Python is the language of ML and XetHub is here for it. Import PyXet, our fsspec-compatible interface, to access files directly from your Python interpreter with libraries such as Pandas, Polars and DuckDB, and take advantage of transactions to write back to XetHub repositories with commit messages.


Install PyXet

  1. Using a supported version of Python (3.7+), set up a virtualenv:

    python -m venv .venv
    source .venv/bin/activate
  2. Install PyXet with:

    pip install pyxet
  3. Create your personal access token (PAT) by clicking "Create Token" from your Settings page.

  4. Authenticate by copying the login string, starting with xet login, and running it from your terminal:

    xet login -u <username> -e <email> -p <PAT>

Importing and authenticating from Python

If in a notebook or other non-persistent environment, you may need to authenticate for access to your repositories.

import pyxet
pyxet.login(<username>, <PAT>, <email>)

Common operations

Read a CSV file with Pandas

import pyxet            # make xet:// protocol available
import pandas as pd # assumes pip install pandas has been run

df = pd.read_csv('xet://XetHub/titanic/main/titanic.csv')

Full repository downloads

import pyxet

fs = pyxet.XetFS()
fs.get('xet://user/repo/branch', <dest>, recursive=True)

File download

import pyxet

fs = pyxet.XetFS()
fs.get('xet://user/repo/branch/path/to/file', <dest>, recursive=False)

File upload

import pyxet

local_file = 'path/to/file'

fs = pyxet.XetFS()
with fs.transaction as tr:
tr.set_commit_message("Uploading a local file")
with open(local_file, 'r') as file:
contents = file.read()
fs.open("<user_name>/<repo_name>/main/foo", 'w').write(contents)

Reads and writes

import pyxet

fs = pyxet.XetFS()
files = fs.ls('xet://XetHub/Flickr30k/main')

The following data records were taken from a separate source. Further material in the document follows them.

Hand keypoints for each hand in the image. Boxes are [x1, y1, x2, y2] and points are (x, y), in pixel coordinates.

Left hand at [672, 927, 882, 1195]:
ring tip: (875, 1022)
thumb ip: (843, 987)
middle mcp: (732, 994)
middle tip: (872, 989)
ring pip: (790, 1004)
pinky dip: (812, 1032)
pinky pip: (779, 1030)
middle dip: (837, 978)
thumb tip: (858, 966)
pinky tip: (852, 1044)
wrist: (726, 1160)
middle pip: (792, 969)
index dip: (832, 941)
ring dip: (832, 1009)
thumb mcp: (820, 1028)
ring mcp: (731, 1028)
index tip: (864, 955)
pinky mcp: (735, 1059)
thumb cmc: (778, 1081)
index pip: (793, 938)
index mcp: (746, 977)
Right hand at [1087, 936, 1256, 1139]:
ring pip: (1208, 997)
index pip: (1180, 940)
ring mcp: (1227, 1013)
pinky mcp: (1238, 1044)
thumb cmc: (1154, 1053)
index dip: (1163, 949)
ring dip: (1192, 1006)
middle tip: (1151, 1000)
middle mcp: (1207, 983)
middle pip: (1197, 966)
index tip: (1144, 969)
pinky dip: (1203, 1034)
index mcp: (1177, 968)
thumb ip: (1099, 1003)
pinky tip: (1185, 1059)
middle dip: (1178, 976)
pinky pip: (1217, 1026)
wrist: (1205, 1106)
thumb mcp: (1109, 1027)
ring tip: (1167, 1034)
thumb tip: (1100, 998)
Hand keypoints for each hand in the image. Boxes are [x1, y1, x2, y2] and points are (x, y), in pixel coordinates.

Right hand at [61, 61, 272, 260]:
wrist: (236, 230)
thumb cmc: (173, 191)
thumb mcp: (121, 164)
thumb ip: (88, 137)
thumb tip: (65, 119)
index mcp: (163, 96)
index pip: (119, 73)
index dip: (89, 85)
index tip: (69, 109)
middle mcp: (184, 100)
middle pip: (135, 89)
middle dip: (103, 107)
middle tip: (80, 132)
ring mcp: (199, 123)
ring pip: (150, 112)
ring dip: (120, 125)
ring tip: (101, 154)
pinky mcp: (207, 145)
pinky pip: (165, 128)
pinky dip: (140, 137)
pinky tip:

f = fs.open('xet://XetHub/Flickr30k/main/results.csv')
contents = f.read()

with fs.transaction as tr:
tr.set_commit_message("Writing things to a file")
fs.open("<user_name>/<repo_name>/main/foo", 'w').write("Hello world!")

Time travel

Like Xet CLI, PyXet also supports time travel using Git revision selection syntax for files and repositories.

import pyxet

fs = pyxet.XetFS()
fs.get('xet://user/repo/branch@{2.days.ago}/path/to/file', <dest>, recursive=False)